Work request: The word "highway" may appear in some lines of the data; copy every such line.

::::

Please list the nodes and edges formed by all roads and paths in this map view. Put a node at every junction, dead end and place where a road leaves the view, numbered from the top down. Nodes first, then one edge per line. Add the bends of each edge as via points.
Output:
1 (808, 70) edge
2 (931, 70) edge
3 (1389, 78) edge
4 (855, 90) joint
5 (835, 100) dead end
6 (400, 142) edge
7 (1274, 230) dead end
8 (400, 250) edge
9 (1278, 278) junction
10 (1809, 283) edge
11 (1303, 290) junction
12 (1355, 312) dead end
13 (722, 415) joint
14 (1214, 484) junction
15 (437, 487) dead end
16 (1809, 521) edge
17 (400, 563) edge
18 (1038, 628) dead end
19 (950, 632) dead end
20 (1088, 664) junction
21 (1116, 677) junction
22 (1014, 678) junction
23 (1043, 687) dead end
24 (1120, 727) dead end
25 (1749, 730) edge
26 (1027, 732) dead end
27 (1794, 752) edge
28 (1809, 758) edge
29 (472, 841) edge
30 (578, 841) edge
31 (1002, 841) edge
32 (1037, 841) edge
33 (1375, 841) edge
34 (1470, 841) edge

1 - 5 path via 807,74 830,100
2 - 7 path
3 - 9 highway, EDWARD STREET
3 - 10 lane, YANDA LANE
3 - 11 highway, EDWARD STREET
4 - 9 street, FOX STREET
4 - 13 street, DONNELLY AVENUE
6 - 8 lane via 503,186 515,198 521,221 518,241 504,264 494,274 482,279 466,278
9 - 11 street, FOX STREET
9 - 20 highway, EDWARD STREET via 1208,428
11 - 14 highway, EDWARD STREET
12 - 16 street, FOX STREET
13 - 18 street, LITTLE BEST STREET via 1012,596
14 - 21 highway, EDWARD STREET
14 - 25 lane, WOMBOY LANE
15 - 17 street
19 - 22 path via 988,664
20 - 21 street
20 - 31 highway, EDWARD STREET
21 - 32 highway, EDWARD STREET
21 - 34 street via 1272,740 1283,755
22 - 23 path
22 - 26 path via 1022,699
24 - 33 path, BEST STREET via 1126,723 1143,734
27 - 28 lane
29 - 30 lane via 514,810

::::

Exercise response:
3 - 9 highway, EDWARD STREET
3 - 11 highway, EDWARD STREET
9 - 20 highway, EDWARD STREET via 1208,428
11 - 14 highway, EDWARD STREET
14 - 21 highway, EDWARD STREET
20 - 31 highway, EDWARD STREET
21 - 32 highway, EDWARD STREET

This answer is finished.